Rear-view cameras will become an option in place of mirrors during 2020

Leasing solution

MAN is one of several coach suppliers to have identified that leasing is becoming popular. It will very soon be able to offer operating lease packages on all Tourliners via MAN Financial Service and Volkswagen Financial Services.

“The minimum period is three years, but we have already quoted on five-year leases,” adds Wayne.

“We’ve adopted leasing because of market demand. We increasingly find that customers want to take a vehicle, run it, return it, replace it with a new one and repeat the process.”

As part of the leasing process, coaches will come with MAN Warranty Plus. It includes three years’ comprehensive coverage and a further year’s driveline support; a fifth year’s driveline warranty can be added at extra cost.

A further benefit of operating lease is that the operator receives access to MAN’s telematics web portal for the duration of the contract.

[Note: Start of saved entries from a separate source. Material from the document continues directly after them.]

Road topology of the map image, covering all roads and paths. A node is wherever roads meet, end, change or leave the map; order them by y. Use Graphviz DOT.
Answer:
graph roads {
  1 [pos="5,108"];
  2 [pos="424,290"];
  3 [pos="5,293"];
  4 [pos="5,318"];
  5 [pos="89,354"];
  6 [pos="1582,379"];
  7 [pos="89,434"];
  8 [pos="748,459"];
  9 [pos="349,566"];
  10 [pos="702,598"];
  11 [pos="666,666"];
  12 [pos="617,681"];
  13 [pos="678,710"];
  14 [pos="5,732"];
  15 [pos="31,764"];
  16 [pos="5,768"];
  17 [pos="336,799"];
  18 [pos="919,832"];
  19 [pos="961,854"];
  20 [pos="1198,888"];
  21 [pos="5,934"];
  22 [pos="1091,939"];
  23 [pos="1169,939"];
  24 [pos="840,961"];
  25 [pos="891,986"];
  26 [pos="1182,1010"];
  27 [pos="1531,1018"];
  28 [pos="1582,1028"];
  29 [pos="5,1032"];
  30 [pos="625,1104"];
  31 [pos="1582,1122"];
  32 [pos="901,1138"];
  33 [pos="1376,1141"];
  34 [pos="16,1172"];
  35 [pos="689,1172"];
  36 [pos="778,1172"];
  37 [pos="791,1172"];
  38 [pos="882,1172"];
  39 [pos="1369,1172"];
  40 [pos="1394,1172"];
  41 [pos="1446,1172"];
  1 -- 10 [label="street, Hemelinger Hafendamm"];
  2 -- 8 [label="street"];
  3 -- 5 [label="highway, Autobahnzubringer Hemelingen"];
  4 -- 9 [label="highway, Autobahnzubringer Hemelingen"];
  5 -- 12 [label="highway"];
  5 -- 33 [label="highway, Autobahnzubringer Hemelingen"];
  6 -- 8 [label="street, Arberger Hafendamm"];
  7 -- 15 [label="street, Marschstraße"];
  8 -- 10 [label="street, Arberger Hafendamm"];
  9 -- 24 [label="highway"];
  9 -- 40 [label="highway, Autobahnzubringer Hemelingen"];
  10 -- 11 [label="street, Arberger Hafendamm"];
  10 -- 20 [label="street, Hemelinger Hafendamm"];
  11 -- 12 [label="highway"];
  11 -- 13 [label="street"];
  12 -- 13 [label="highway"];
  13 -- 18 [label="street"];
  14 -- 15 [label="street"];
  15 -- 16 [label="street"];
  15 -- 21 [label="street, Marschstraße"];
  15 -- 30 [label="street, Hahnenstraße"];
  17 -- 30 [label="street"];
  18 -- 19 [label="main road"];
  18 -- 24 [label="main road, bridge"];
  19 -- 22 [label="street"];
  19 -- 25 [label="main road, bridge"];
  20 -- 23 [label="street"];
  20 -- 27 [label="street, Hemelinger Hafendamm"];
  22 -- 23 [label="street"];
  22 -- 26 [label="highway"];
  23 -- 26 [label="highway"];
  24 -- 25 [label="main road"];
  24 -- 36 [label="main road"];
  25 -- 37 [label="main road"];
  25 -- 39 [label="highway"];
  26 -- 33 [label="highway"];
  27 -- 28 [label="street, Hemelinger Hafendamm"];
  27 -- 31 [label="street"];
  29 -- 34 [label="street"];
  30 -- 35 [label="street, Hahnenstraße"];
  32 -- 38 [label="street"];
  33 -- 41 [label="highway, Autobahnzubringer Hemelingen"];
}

That generates a report on how the coach is driven, including fuel consumption and idling time. The latter is a particularly interesting aspect; besides a real miles per gallon figure, the software also calculates a theoretical return were there to have been no idling. MAN also offers bronze, silver and gold repair and maintenance packages. They can either be dealer-specific, or as a UK-wide package.

That sums up what MAN wants to do with the Tourliner: Make it a simple coach to own and to operate. It believes that’s the way that operators’ wishes are going, and it’s hard to argue with such an opinion.

Coaches available quickly from stock, including 460bhp P22 with EcoLife

Top-power, auto ‘box Tourliner on the road

routeone was able to look over and drive a 13.9m Tourliner P22 with the most potent driveline in MAN’s armory: The 12.4-litre D26 producing 460bhp and 2,300Nm of torque coupled to a ZF EcoLife automatic gearbox.

In the P22, a maximum of 61 seats is possible with a toilet or 63 without. A leather-trimmed steering wheel is now standard and the centre is black on 2019 coaches.

Also part of the specification are a DAB radio, a reversing camera with a colour monitor, USB charging points at every seat, leather headrest inserts and piping, and MAN’s trademark sausage boiler as part of the servery.

Performance wise, the coach does as would be expected. The D26/EcoLife combination allows it to pick up speed at a scarcely-believable rate and give other traffic a run for its money. As is usual with a Tourliner, speed is shed as well as it is gained.

Active rear steering has a noticeable benefit, making negotiating a badly-parked lorry outside MAN’s premises easier than it would have been in a two-axle coach. As with the P10, P20 and P21 Tourliner models, the P22 is available in built-to-order accessible specification.